Comics #493 and #893 involve actuarial tables, which are tables for calculating the probability that someone of a given age will die within a given amount of time.

One evening, when I was feeling morbid, I wrote a Python script to calculate death probabilities for any collection of people: actuary.py (.txt). It takes a list of ages and genders and produces various statistics. Here’s the report for the nine living people who have walked on the moon:

~$ python actuary.py 81m 82m 80m 81m 80m 81m 76m 78m 77m There is a 5% chance of someone dying within 0.08 years (by 2012). There is a 50% chance of someone dying within 1.1 years (by 2013). There is a 95% chance of someone dying within 4.08 years (by 2016). There is a 5% chance of everyone dying within 10.78 years (by 2023). There is a 50% chance of everyone dying within 16.12 years (by 2028). There is a 95% chance of everyone dying within 22.57 years (by 2035). Probability of all dying in 1.0 year: <0.001% Probability of a death within 1.0 year: 46.32%

And here’s the table for four of the main stars of the original Star Wars (Harrison Ford, Carrie Fisher, Mark Hammill, James Earl Jones):

~$ python actuary.py 69m 55f 60m 81m 10 There is a 5% chance of someone dying within 0.42 years (by 2012). There is a 50% chance of someone dying within 4.74 years (by 2017).
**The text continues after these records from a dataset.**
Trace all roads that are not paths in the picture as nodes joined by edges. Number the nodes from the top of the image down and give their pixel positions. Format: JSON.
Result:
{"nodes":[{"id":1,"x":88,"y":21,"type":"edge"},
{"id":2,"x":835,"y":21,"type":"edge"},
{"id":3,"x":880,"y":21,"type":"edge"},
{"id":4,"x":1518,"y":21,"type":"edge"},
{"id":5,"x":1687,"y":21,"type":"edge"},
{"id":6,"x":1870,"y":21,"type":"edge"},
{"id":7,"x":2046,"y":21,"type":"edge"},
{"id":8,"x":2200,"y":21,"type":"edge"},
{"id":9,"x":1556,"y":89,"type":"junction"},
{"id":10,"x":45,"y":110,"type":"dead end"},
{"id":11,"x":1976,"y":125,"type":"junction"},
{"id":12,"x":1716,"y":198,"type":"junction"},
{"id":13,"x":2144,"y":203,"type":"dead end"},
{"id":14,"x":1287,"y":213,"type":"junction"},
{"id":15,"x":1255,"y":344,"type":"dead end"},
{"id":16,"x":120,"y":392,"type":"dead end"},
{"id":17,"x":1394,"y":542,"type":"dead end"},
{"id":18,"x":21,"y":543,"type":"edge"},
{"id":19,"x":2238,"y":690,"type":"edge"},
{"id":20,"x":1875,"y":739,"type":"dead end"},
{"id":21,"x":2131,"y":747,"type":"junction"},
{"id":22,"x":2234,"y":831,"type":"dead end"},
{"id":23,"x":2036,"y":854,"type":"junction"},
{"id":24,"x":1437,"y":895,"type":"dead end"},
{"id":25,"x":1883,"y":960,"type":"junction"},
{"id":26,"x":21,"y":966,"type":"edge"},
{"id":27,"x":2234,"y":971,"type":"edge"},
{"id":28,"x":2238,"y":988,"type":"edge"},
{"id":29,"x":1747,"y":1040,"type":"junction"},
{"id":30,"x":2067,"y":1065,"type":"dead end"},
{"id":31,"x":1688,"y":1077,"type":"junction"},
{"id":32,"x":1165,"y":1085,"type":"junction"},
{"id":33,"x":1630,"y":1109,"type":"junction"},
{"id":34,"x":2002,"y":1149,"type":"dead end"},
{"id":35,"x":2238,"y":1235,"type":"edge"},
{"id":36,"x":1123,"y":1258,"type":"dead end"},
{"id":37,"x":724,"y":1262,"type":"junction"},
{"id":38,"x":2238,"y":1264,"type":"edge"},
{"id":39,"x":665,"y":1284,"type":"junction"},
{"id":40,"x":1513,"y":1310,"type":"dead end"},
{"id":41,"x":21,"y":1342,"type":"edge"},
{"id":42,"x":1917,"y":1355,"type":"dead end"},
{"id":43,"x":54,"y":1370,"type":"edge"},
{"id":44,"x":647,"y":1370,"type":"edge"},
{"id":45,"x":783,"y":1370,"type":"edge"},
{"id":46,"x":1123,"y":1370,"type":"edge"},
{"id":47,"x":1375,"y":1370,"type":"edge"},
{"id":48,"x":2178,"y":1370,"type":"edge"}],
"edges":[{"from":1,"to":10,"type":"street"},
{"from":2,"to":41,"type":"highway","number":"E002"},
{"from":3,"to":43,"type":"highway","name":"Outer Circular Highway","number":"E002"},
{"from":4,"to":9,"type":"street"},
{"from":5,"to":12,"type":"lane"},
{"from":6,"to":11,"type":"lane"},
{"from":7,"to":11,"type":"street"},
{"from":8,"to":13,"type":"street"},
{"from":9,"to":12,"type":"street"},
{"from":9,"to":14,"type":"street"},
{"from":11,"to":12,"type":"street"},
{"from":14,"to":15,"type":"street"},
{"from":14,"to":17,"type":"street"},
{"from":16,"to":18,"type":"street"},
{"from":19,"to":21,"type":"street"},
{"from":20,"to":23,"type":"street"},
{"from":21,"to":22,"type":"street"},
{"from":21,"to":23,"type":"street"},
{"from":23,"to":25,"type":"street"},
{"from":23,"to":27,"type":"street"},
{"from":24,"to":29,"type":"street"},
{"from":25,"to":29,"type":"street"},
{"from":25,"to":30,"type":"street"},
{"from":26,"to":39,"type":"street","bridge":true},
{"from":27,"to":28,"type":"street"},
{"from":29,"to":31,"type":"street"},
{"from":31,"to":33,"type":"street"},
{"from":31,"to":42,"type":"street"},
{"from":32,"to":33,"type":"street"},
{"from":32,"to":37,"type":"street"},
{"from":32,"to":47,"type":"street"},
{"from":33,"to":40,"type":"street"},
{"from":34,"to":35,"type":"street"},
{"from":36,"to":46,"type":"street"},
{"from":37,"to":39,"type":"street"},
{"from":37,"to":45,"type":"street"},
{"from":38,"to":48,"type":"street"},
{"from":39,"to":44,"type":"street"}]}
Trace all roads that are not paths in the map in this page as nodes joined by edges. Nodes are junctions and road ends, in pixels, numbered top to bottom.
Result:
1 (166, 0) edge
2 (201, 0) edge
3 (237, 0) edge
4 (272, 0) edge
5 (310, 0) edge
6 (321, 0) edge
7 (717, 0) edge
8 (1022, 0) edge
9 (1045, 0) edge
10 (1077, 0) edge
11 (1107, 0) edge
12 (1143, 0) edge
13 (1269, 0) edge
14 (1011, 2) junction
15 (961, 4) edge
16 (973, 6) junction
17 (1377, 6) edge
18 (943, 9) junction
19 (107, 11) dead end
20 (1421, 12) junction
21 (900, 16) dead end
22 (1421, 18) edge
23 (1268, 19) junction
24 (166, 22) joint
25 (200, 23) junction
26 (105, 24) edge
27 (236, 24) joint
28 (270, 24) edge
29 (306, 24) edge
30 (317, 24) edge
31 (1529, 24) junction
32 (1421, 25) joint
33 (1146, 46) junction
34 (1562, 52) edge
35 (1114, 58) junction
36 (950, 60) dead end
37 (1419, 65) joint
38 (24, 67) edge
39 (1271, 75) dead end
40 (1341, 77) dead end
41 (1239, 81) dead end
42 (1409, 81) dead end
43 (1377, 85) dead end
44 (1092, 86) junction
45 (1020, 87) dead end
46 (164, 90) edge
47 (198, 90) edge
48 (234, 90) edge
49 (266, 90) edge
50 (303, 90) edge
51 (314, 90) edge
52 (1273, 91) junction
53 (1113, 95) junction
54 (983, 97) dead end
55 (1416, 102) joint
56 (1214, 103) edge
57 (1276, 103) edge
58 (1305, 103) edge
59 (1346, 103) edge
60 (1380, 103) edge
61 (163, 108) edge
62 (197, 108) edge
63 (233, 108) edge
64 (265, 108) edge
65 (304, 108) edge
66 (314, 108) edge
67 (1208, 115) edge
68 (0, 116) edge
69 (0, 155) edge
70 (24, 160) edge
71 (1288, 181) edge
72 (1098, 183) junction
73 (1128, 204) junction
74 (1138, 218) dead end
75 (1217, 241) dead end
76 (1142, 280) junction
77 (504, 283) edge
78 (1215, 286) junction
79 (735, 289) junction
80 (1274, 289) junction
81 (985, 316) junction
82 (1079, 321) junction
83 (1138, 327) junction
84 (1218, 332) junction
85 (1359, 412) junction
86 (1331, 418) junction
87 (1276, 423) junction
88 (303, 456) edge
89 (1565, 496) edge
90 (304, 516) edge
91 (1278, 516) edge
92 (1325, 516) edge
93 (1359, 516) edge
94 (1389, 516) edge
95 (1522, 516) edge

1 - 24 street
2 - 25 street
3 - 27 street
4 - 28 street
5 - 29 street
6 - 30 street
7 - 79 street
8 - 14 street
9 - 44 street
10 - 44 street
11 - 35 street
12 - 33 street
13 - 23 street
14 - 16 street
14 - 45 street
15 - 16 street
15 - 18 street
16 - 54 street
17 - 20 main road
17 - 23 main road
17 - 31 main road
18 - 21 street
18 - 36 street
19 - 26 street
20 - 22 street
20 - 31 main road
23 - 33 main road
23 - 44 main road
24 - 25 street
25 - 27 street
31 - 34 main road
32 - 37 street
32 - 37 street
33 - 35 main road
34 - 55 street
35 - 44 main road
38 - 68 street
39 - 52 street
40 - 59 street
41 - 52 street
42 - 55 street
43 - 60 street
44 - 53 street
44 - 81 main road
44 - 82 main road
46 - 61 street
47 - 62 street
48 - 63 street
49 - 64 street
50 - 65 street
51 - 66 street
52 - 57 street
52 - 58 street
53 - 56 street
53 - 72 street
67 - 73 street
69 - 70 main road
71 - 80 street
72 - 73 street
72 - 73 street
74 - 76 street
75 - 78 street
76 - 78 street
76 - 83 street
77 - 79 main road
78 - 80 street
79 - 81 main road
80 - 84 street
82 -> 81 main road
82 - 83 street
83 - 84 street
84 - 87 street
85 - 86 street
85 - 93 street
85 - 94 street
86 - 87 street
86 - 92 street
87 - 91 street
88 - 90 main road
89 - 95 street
There is a 95% chance of someone dying within 12.83 years (by 2025). There is a 5% chance of everyone dying within 18.17 years (by 2030). There is a 50% chance of everyone dying within 31.28 years (by 2043). There is a 95% chance of everyone dying within 42.62 years (by 2055). Probability of all dying in 10.0 years: 0.272% Probability of a death within 10.0 years: 85.94%

Of course, these are based on average death rates based only on age and gender. Adding more specific information about the people in question will refine the calculation. For example, I’d guess former astronauts are more likely to be in good health—and have longer life expectancies—than the rest of us.